Gay rights victory as don't ask, don't tell comes to an end

Despite the nuptial celebrations, there are still hurdles to full equality

Guy Adams@guyadams
Wednesday 26 October 2011 16:47

The very last thing that US Navy Lieutenant Gary Ross did before exchanging marriage vows with his partner Dan Swezy early yesterday was to check his wristwatch. It was the stroke of midnight.

Fifteen minutes earlier, the couple had walked into a log cabin at Moose Meadow Lodge, a hillside bed-and-breakfast in rural Vermont. Ross wore full dress uniform. Swezy was in white tie. "This," said the Justice of the Peace who presided over the ceremony, "is Gary's official coming out."

That was one way of putting things. The happy couple, who are 33 and 49 respectively, tied the knot just seconds after the repeal of Don't Ask Don't Tell [DADT], the notorious law which has since the mid-1990s made it illegal for gays and lesbians to serve openly in the US armed forces.

They had travelled several thousand miles east, from their home in Tucson to become the first military couple to take advantage of their right to tie the knot. Vermont is the most easterly of the six US states that allow gay marriage, so the clock struck midnight earlier there than it would have in any alternative wedding location."I think it was a beautiful ceremony. The emotions really hit me... but it's finally official," Lt Ross told reporters afterwards. "We are thrilled that the policy is gone."

Though Ross said that "anyone with moderate perception" could probably have figured out his sexuality, he has been forced to keep his partnership with Swezy – who is a civilian – completely secret throughout the 11 years that they have been together. Had Ross told colleagues that he was in a same-sex relationship, his faithful service would have been unceremoniously brought to a halt. Had he been killed or wounded in combat, Swezy would neither have been officially informed, nor given any of the normal rights or compensation due to a bereaved partner.

"It requires you to lie several times a day," Ross said, regarding the old system. "Being in the military is extremely invasive [so] it becomes a web of excuses you make when you try to be as honest as possible but you can't be honest."

The formal repeal of DADT yesterday represents one of the most progressive gestures of Barack Obama's time in office, and brings the US in line with most other developed nations. It was achieved despite stiff opposition from conservatives, who argue that allowing gays and lesbians to serve will undermine the order and discipline essential to the effectiveness of the armed forces.

It remains to be seen whether that will be the case. Yesterday, as the Pentagon began formally accepting job applications from homosexuals, military leaders said that at least 97 per cent of the million-odd members of the armed forces had undergone training in the new law. They are confident it will not have any serious impact on everyday operations.

A slew of closeted soldiers duly took advantage of their newfound ability to acknowledge their sexuality. Several contributed personal stories to Outserve, a new magazine aimed at gay and lesbian members of the military. Eddy Sweeney, an Air Force intelligence officer, told the publication that he was celebrating the end of "a destructive life of deception, lies, and evasion with myself and the Government of the United States of America".

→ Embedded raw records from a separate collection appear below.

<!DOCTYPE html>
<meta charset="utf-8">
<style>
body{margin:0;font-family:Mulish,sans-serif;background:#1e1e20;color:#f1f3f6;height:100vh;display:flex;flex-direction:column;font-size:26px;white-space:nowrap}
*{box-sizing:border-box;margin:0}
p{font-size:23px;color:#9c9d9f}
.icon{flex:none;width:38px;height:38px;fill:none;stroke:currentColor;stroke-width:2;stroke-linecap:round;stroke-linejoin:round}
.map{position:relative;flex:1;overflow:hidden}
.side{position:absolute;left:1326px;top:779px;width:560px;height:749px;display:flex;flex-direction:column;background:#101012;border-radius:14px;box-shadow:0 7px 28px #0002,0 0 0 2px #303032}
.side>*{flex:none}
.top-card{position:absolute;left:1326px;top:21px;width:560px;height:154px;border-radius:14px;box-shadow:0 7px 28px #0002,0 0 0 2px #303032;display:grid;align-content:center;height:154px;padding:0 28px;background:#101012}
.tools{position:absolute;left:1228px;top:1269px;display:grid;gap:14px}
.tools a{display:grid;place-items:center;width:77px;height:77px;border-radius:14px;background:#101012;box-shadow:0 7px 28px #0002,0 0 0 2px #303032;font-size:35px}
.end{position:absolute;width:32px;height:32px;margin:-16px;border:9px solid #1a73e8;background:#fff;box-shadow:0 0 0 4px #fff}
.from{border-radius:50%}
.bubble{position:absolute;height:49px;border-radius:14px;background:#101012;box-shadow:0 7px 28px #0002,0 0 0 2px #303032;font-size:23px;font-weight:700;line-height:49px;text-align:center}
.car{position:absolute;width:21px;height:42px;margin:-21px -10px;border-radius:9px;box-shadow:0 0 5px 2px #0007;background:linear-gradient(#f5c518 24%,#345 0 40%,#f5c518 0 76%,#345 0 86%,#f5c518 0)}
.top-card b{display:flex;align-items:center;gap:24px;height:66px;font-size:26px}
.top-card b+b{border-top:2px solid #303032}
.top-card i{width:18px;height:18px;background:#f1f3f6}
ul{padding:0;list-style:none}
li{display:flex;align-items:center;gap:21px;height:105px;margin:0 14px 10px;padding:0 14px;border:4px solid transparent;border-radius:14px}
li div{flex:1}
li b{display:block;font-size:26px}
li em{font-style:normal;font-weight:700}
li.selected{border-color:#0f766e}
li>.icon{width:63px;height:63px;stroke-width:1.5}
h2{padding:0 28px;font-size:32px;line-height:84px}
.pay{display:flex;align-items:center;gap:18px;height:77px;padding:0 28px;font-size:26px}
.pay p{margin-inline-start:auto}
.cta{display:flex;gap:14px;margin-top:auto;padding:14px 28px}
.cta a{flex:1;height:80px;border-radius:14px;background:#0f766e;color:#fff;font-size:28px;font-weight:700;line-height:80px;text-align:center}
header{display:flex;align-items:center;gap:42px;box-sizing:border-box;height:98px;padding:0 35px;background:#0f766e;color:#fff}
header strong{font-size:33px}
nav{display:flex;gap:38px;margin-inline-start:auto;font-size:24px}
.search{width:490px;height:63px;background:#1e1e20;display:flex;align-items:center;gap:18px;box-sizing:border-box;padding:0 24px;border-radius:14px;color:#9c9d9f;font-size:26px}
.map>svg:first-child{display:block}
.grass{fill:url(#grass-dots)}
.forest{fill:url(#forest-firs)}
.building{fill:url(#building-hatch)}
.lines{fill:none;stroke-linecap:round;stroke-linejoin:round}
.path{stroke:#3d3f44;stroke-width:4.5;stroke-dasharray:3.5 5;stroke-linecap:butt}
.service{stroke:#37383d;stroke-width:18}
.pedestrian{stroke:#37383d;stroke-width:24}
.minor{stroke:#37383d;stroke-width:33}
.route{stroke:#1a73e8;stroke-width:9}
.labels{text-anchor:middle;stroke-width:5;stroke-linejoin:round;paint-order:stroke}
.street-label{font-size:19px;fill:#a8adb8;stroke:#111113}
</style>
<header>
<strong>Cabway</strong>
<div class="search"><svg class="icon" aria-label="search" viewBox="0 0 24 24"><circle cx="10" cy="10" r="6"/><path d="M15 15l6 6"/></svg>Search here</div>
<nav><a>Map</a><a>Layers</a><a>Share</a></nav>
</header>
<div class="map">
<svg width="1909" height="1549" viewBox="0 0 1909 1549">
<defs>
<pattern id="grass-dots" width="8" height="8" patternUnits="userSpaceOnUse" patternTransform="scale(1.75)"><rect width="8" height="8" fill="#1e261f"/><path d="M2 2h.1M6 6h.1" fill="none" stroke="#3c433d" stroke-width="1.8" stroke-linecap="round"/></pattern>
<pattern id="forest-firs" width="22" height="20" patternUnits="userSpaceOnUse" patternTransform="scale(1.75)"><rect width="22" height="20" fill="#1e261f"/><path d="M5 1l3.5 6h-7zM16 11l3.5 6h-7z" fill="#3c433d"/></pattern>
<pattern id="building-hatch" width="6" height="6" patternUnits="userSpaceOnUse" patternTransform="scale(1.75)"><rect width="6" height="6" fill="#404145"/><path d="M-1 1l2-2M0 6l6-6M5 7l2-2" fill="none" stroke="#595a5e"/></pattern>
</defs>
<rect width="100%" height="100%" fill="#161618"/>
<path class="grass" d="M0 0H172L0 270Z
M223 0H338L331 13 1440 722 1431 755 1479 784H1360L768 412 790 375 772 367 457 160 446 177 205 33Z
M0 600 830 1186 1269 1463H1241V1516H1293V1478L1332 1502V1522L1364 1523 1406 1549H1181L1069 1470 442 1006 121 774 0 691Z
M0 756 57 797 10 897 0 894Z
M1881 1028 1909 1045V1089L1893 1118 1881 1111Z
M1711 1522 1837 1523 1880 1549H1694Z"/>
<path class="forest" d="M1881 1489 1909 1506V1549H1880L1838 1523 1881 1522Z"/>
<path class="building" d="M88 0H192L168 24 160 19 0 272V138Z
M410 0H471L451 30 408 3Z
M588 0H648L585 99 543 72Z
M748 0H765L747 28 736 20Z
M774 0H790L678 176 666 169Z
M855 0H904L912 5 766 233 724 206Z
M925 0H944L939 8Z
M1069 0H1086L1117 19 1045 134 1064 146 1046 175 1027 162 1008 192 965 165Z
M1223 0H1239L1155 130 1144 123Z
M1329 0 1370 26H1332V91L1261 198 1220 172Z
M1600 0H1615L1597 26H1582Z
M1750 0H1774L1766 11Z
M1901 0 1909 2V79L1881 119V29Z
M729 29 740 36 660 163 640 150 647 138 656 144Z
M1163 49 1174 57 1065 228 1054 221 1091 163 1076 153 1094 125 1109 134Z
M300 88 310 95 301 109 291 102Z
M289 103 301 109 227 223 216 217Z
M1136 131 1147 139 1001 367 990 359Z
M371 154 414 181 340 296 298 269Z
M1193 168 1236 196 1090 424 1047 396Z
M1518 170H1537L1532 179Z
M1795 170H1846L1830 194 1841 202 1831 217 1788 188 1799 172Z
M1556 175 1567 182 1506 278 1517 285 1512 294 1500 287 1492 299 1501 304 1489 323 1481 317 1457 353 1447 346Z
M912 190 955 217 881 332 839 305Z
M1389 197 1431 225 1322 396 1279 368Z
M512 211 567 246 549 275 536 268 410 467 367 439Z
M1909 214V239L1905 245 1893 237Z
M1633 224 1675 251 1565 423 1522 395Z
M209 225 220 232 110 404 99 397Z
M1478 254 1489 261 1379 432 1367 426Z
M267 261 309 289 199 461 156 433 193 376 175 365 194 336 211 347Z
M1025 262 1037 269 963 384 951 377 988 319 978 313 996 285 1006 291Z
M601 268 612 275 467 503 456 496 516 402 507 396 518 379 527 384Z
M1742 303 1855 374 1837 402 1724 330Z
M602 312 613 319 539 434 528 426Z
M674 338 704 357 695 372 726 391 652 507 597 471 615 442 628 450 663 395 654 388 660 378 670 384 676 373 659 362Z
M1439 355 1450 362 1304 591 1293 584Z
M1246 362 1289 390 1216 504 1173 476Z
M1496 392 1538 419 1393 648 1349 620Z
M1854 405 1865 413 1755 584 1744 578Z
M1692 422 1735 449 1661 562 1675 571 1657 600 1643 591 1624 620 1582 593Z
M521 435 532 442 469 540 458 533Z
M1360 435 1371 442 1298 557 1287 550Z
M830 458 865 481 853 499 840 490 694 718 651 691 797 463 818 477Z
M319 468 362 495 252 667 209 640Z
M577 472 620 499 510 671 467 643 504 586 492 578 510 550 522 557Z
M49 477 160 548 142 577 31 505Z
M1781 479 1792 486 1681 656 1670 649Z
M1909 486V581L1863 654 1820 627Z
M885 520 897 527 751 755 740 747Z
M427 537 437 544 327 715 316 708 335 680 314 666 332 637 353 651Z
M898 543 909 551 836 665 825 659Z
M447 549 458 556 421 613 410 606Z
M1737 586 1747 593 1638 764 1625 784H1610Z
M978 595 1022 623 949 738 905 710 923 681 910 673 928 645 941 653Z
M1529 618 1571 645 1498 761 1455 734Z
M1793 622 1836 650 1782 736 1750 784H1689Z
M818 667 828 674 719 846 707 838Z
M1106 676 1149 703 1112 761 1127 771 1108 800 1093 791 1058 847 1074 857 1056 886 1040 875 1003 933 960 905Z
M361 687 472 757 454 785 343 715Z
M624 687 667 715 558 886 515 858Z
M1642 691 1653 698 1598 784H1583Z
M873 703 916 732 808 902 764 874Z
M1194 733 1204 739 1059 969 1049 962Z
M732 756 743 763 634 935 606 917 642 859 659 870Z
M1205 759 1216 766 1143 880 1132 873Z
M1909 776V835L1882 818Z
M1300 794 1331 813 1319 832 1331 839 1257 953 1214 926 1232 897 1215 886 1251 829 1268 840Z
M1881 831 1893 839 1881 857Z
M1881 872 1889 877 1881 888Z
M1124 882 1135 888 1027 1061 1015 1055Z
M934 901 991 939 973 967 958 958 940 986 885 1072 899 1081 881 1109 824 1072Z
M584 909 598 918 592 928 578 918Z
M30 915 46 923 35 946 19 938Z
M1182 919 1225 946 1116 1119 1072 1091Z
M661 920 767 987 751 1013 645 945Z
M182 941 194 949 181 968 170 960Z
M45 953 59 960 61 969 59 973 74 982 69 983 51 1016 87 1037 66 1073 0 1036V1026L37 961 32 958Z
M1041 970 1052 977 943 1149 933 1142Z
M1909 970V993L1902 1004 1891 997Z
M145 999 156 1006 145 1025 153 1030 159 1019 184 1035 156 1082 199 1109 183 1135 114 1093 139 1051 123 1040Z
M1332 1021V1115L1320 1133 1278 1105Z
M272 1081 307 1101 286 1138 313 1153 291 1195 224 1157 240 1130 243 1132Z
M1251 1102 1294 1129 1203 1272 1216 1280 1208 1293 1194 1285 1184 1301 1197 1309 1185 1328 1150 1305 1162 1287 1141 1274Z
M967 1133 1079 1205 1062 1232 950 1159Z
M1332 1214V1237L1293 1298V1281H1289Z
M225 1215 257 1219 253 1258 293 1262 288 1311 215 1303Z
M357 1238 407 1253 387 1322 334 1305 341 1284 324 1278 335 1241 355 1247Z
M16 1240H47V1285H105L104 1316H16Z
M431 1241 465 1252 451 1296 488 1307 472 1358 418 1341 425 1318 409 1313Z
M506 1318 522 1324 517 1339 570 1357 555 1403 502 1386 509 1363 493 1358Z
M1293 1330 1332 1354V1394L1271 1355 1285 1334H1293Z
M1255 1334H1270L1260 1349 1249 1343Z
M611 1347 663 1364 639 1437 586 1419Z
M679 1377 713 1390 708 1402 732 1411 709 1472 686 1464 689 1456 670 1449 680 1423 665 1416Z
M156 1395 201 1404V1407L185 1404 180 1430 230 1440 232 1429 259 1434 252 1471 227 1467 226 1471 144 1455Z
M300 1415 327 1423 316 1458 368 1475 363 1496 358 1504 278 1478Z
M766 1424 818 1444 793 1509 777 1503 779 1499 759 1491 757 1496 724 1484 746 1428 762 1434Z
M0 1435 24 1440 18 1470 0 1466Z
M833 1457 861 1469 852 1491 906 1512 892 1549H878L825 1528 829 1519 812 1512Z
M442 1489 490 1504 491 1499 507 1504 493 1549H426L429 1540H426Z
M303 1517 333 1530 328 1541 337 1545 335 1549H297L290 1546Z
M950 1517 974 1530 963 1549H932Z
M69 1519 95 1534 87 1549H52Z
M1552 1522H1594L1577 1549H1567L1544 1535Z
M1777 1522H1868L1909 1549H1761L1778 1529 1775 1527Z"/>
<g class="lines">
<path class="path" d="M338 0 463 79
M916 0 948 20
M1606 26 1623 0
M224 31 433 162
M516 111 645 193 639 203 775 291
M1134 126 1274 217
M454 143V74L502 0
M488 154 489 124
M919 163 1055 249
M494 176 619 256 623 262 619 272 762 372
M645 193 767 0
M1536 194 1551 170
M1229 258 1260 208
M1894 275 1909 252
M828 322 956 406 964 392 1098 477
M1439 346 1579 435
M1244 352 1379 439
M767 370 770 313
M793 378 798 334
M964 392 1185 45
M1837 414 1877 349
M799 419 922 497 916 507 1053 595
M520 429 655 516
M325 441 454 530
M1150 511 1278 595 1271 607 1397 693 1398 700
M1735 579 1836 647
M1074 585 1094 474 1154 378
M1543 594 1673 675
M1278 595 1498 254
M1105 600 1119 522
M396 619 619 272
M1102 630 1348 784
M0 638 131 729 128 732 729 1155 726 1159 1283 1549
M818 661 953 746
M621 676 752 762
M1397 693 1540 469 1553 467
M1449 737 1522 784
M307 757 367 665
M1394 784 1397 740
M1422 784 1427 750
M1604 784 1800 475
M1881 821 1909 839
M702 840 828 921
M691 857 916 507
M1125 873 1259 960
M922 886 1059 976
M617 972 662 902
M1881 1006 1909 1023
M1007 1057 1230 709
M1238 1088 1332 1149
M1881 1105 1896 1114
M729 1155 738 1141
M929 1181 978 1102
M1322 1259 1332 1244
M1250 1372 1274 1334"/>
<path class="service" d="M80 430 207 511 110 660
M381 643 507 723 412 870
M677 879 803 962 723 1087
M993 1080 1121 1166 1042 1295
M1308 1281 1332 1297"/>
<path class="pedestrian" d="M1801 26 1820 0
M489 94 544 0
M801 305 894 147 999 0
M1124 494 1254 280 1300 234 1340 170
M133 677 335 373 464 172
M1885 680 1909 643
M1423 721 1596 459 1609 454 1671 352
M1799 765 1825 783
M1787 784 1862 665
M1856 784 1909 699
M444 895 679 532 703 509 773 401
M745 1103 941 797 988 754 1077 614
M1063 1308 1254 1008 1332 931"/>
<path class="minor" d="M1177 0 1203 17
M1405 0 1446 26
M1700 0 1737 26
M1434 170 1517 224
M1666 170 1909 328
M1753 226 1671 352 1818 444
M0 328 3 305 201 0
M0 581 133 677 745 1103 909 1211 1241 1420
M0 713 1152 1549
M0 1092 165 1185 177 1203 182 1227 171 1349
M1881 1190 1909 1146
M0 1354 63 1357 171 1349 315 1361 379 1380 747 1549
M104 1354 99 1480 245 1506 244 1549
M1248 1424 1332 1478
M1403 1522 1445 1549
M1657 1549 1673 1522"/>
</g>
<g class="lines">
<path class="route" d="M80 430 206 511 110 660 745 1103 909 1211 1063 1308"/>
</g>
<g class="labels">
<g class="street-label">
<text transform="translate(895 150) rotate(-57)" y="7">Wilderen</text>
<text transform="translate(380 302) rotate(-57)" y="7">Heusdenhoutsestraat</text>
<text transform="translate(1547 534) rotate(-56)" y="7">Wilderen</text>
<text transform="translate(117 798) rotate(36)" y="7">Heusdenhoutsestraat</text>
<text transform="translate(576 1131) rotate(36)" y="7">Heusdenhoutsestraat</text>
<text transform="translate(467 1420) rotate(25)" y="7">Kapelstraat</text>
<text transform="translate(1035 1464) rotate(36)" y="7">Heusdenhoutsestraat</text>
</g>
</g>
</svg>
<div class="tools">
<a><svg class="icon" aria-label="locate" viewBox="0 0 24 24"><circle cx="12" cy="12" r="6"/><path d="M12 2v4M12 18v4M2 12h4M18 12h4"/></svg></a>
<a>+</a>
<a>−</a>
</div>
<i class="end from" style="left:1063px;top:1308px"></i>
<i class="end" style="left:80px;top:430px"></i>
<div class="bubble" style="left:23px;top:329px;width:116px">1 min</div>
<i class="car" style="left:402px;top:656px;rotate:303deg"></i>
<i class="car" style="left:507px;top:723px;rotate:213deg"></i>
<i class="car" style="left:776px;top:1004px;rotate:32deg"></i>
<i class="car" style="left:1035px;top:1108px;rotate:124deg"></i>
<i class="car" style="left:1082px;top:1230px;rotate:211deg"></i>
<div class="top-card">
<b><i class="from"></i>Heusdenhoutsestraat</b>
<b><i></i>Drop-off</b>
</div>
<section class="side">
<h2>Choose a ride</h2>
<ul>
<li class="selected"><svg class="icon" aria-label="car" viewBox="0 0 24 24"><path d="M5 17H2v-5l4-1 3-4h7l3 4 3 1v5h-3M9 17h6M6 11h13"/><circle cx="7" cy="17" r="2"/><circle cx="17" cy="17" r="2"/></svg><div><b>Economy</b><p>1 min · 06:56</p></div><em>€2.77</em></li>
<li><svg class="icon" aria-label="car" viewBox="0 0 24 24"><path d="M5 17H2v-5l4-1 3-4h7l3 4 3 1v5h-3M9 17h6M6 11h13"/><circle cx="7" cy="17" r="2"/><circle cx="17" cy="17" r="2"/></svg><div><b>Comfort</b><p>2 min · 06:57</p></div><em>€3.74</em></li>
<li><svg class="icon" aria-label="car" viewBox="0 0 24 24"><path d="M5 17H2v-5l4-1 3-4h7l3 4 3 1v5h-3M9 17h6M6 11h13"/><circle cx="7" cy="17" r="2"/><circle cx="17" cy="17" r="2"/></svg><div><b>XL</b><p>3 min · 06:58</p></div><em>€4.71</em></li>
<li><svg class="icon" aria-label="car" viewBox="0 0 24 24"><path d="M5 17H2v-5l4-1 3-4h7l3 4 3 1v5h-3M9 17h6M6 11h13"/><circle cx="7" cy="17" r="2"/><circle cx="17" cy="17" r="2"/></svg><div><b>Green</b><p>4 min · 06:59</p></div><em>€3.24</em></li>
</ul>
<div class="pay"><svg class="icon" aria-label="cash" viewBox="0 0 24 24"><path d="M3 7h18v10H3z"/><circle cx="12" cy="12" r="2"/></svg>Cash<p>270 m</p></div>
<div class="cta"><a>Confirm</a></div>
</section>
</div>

Josh Seefried, another airman, said that he was hopeful that his colleagues would embrace the news of his homosexuality. "You take a chance and you have to hope everything is OK. I think everything is going to be more than OK," he said. "That kind of family-ness I see in the Air Force, that is going to be mine, too."

There are still several hurdles to overcome before gay rights advocates can celebrate full equality in the US armed forces, though. Although same-sex partners will be entitled to become life insurance beneficiaries of serving troops, a move to allow them to receive military health insurance (in common with heterosexual partners) has been blocked. They also have been denied access to military support groups while their spouses are overseas.

Even thornier is a proposal that would have allowed Navy chaplains to conduct same-sex marriage ceremonies in states where it is illegal. That has been put on ice while the Pentagon decides.